Task requirements: Set down the data below in full and exactly, minus the pictures.

Records for processing:
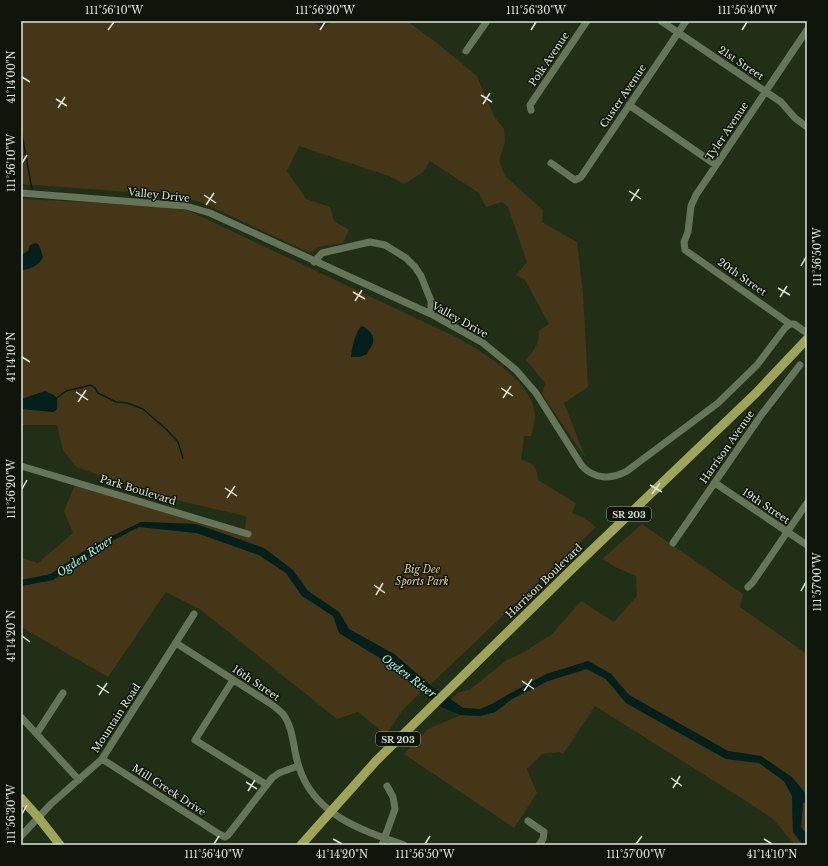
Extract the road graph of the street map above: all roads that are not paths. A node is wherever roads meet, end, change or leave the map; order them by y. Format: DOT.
graph roads {
  1 [pos="487,21"];
  2 [pos="587,21"];
  3 [pos="661,21"];
  4 [pos="686,21"];
  5 [pos="807,30"];
  6 [pos="678,33"];
  7 [pos="466,51"];
  8 [pos="766,92"];
  9 [pos="629,105"];
  10 [pos="531,110"];
  11 [pos="807,127"];
  12 [pos="551,163"];
  13 [pos="716,165"];
  14 [pos="21,193"];
  15 [pos="685,250"];
  16 [pos="314,262"];
  17 [pos="431,314"];
  18 [pos="790,324"];
  19 [pos="807,333"];
  20 [pos="807,339"];
  21 [pos="800,365"];
  22 [pos="21,466"];
  23 [pos="715,483"];
  24 [pos="807,503"];
  25 [pos="787,532"];
  26 [pos="248,534"];
  27 [pos="673,543"];
  28 [pos="807,545"];
  29 [pos="748,587"];
  30 [pos="194,614"];
  31 [pos="176,643"];
  32 [pos="233,680"];
  33 [pos="63,693"];
  34 [pos="21,717"];
  35 [pos="37,733"];
  36 [pos="102,760"];
  37 [pos="298,766"];
  38 [pos="79,780"];
  39 [pos="266,785"];
  40 [pos="387,786"];
  41 [pos="21,798"];
  42 [pos="330,811"];
  43 [pos="38,817"];
  44 [pos="528,822"];
  45 [pos="21,836"];
  46 [pos="384,842"];
  47 [pos="60,845"];
  48 [pos="302,845"];
  49 [pos="404,845"];
  50 [pos="539,845"];
  1 -- 7 [label="street"];
  2 -- 10 [label="street, Polk Avenue"];
  3 -- 6 [label="street, 21st Street"];
  4 -- 6 [label="street, Custer Avenue"];
  5 -- 8 [label="street, Tyler Avenue"];
  6 -- 8 [label="street, 21st Street"];
  6 -- 9 [label="street, Custer Avenue"];
  8 -- 11 [label="street, 21st Street"];
  8 -- 13 [label="street, Tyler Avenue"];
  9 -- 12 [label="street, Custer Avenue"];
  9 -- 13 [label="street"];
  13 -- 15 [label="street, Tyler Avenue"];
  14 -- 16 [label="street, Valley Drive"];
  15 -- 18 [label="street, 20th Street"];
  16 -- 17 [label="street, Valley Drive"];
  16 -- 17 [label="street"];
  17 -- 18 [label="street, Valley Drive"];
  18 -- 19 [label="street, 20th Street"];
  20 -- 42 [label="main road, Harrison Boulevard / SR 203"];
  21 -- 23 [label="street, Harrison Avenue"];
  22 -- 26 [label="street, Park Boulevard"];
  23 -- 25 [label="street, 19th Street"];
  23 -- 27 [label="street, Harrison Avenue"];
  24 -- 25 [label="street"];
  25 -- 28 [label="street, 19th Street"];
  25 -- 29 [label="street"];
  30 -- 31 [label="street, Mountain Road"];
  31 -- 32 [label="street, 16th Street"];
  31 -- 36 [label="street, Mountain Road"];
  32 -- 37 [label="street, 16th Street"];
  32 -- 39 [label="street"];
  33 -- 35 [label="street"];
  34 -- 35 [label="street"];
  35 -- 38 [label="street"];
  36 -- 38 [label="street, Mountain Road"];
  36 -- 39 [label="street, Mill Creek Drive"];
  37 -- 39 [label="street"];
  37 -- 42 [label="street, 16th Street"];
  38 -- 43 [label="street, Mountain Road"];
  40 -- 46 [label="street"];
  41 -- 43 [label="main road"];
  42 -- 46 [label="street, 16th Street"];
  42 -- 48 [label="main road, Harrison Boulevard / SR 203"];
  43 -- 45 [label="street, Mountain Road"];
  43 -- 47 [label="main road"];
  44 -- 50 [label="street"];
  46 -- 49 [label="street, 16th Street"];
}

Solution to the exercise:
Extract the road graph of the street map above: all roads that are not paths. A node is wherever roads meet, end, change or leave the map; order them by y. Format: DOT.
graph roads {
  1 [pos="487,21"];
  2 [pos="587,21"];
  3 [pos="661,21"];
  4 [pos="686,21"];
  5 [pos="807,30"];
  6 [pos="678,33"];
  7 [pos="466,51"];
  8 [pos="766,92"];
  9 [pos="629,105"];
  10 [pos="531,110"];
  11 [pos="807,127"];
  12 [pos="551,163"];
  13 [pos="716,165"];
  14 [pos="21,193"];
  15 [pos="685,250"];
  16 [pos="314,262"];
  17 [pos="431,314"];
  18 [pos="790,324"];
  19 [pos="807,333"];
  20 [pos="807,339"];
  21 [pos="800,365"];
  22 [pos="21,466"];
  23 [pos="715,483"];
  24 [pos="807,503"];
  25 [pos="787,532"];
  26 [pos="248,534"];
  27 [pos="673,543"];
  28 [pos="807,545"];
  29 [pos="748,587"];
  30 [pos="194,614"];
  31 [pos="176,643"];
  32 [pos="233,680"];
  33 [pos="63,693"];
  34 [pos="21,717"];
  35 [pos="37,733"];
  36 [pos="102,760"];
  37 [pos="298,766"];
  38 [pos="79,780"];
  39 [pos="266,785"];
  40 [pos="387,786"];
  41 [pos="21,798"];
  42 [pos="330,811"];
  43 [pos="38,817"];
  44 [pos="528,822"];
  45 [pos="21,836"];
  46 [pos="384,842"];
  47 [pos="60,845"];
  48 [pos="302,845"];
  49 [pos="404,845"];
  50 [pos="539,845"];
  1 -- 7 [label="street"];
  2 -- 10 [label="street, Polk Avenue"];
  3 -- 6 [label="street, 21st Street"];
  4 -- 6 [label="street, Custer Avenue"];
  5 -- 8 [label="street, Tyler Avenue"];
  6 -- 8 [label="street, 21st Street"];
  6 -- 9 [label="street, Custer Avenue"];
  8 -- 11 [label="street, 21st Street"];
  8 -- 13 [label="street, Tyler Avenue"];
  9 -- 12 [label="street, Custer Avenue"];
  9 -- 13 [label="street"];
  13 -- 15 [label="street, Tyler Avenue"];
  14 -- 16 [label="street, Valley Drive"];
  15 -- 18 [label="street, 20th Street"];
  16 -- 17 [label="street, Valley Drive"];
  16 -- 17 [label="street"];
  17 -- 18 [label="street, Valley Drive"];
  18 -- 19 [label="street, 20th Street"];
  20 -- 42 [label="main road, Harrison Boulevard / SR 203"];
  21 -- 23 [label="street, Harrison Avenue"];
  22 -- 26 [label="street, Park Boulevard"];
  23 -- 25 [label="street, 19th Street"];
  23 -- 27 [label="street, Harrison Avenue"];
  24 -- 25 [label="street"];
  25 -- 28 [label="street, 19th Street"];
  25 -- 29 [label="street"];
  30 -- 31 [label="street, Mountain Road"];
  31 -- 32 [label="street, 16th Street"];
  31 -- 36 [label="street, Mountain Road"];
  32 -- 37 [label="street, 16th Street"];
  32 -- 39 [label="street"];
  33 -- 35 [label="street"];
  34 -- 35 [label="street"];
  35 -- 38 [label="street"];
  36 -- 38 [label="street, Mountain Road"];
  36 -- 39 [label="street, Mill Creek Drive"];
  37 -- 39 [label="street"];
  37 -- 42 [label="street, 16th Street"];
  38 -- 43 [label="street, Mountain Road"];
  40 -- 46 [label="street"];
  41 -- 43 [label="main road"];
  42 -- 46 [label="street, 16th Street"];
  42 -- 48 [label="main road, Harrison Boulevard / SR 203"];
  43 -- 45 [label="street, Mountain Road"];
  43 -- 47 [label="main road"];
  44 -- 50 [label="street"];
  46 -- 49 [label="street, 16th Street"];
}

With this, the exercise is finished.